▶ What you have to do
Please filter the entries and return only the lines that include "君津大貫線".

▶ Recorded information

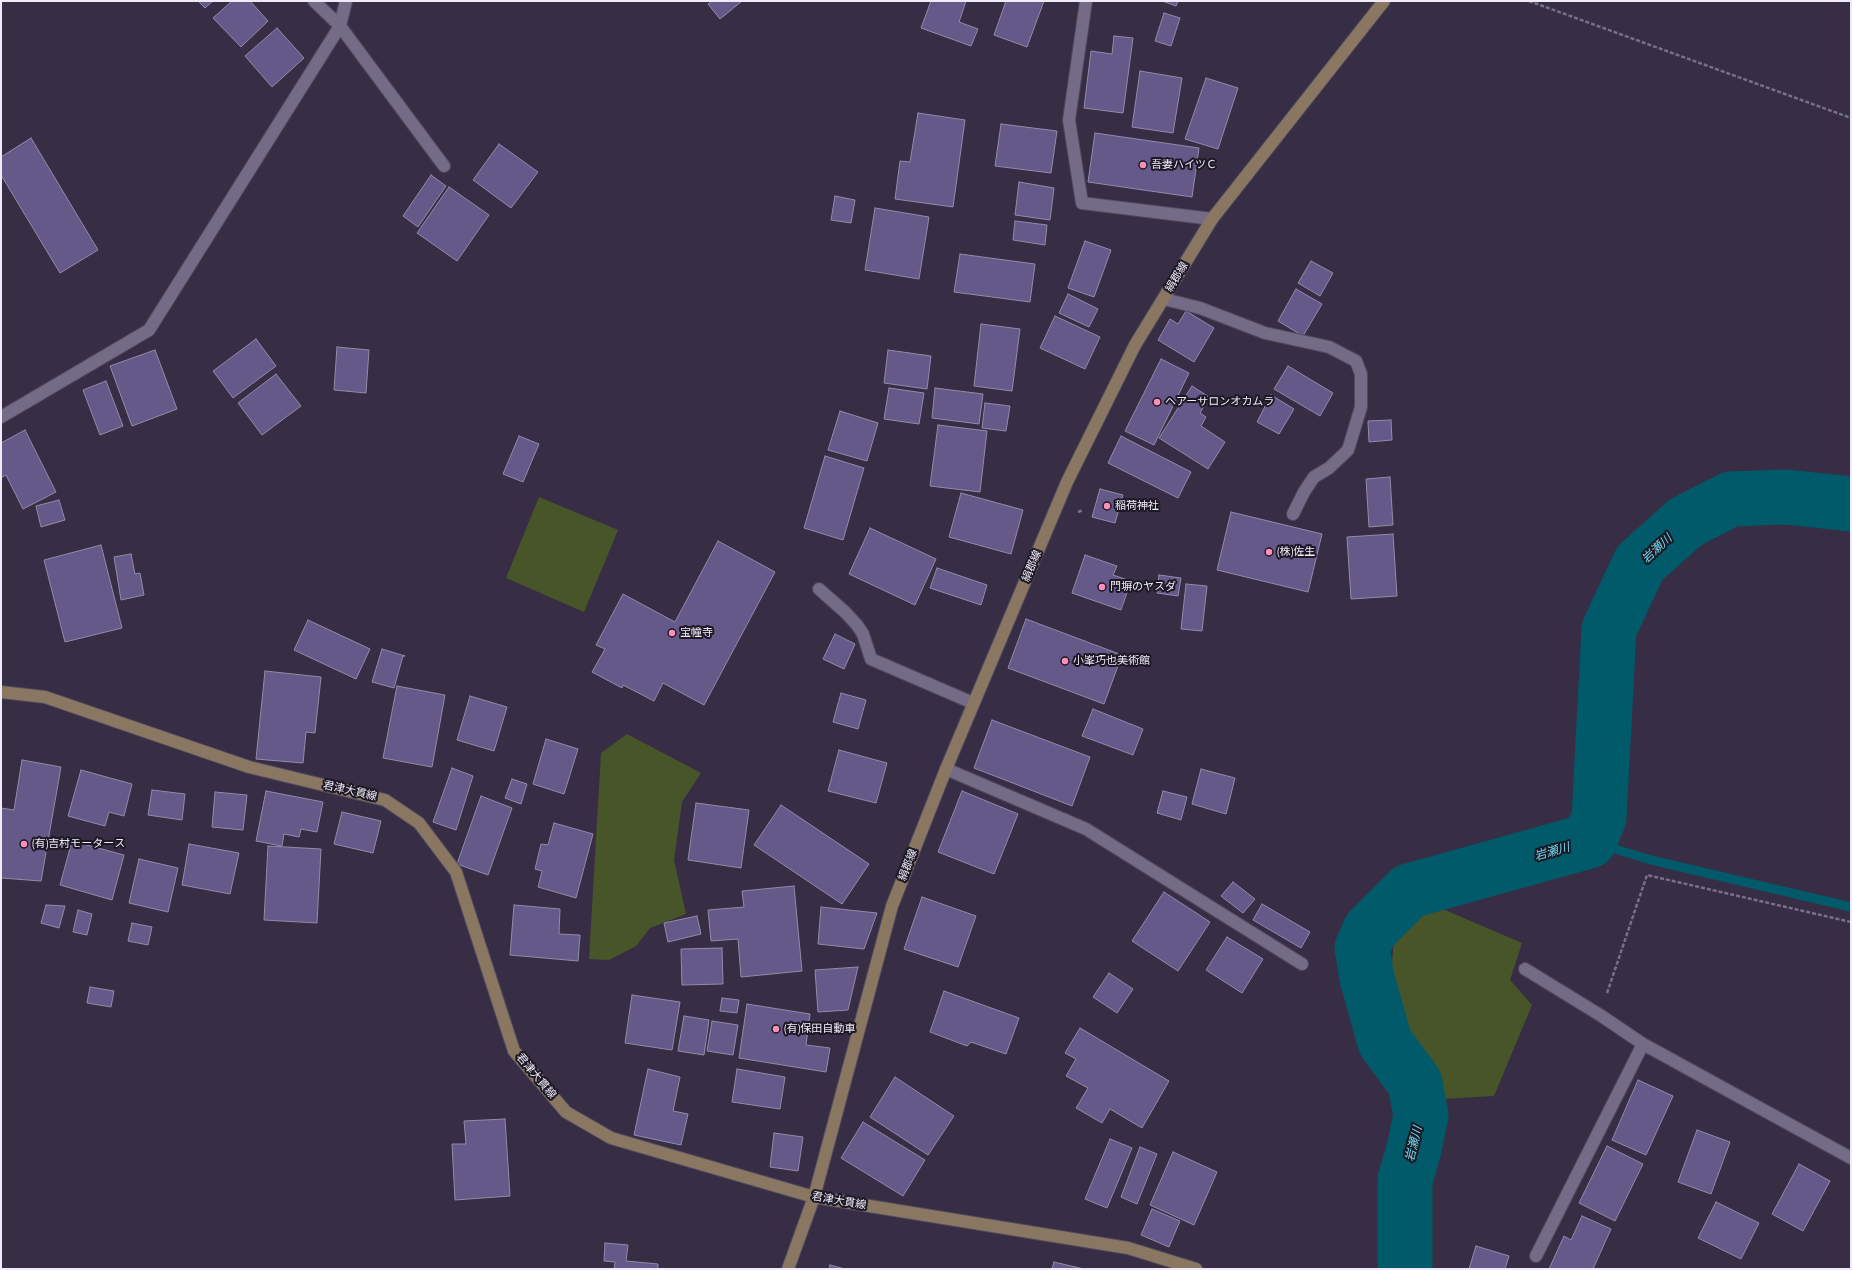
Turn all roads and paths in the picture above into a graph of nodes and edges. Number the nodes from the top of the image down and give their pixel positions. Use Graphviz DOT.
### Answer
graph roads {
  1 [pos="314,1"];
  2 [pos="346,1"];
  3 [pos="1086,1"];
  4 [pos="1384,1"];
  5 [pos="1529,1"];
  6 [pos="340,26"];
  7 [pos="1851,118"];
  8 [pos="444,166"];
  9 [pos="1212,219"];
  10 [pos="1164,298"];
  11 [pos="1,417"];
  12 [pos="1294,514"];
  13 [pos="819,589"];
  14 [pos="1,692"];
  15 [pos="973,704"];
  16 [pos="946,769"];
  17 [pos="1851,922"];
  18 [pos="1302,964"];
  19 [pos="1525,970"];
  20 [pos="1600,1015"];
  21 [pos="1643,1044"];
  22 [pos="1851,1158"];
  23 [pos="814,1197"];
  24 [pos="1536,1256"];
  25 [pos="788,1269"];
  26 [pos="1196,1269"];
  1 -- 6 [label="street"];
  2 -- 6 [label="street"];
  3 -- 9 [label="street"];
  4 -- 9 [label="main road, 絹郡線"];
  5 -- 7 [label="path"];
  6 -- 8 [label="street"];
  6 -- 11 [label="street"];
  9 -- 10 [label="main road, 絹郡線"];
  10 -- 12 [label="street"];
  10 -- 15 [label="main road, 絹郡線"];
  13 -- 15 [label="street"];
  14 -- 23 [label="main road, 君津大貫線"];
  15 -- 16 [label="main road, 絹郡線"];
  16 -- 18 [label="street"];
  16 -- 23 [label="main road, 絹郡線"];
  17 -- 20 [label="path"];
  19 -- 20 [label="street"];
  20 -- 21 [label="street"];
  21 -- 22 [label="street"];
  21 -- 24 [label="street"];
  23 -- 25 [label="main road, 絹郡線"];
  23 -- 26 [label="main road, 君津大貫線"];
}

▶ Written response
  14 -- 23 [label="main road, 君津大貫線"];
  23 -- 26 [label="main road, 君津大貫線"];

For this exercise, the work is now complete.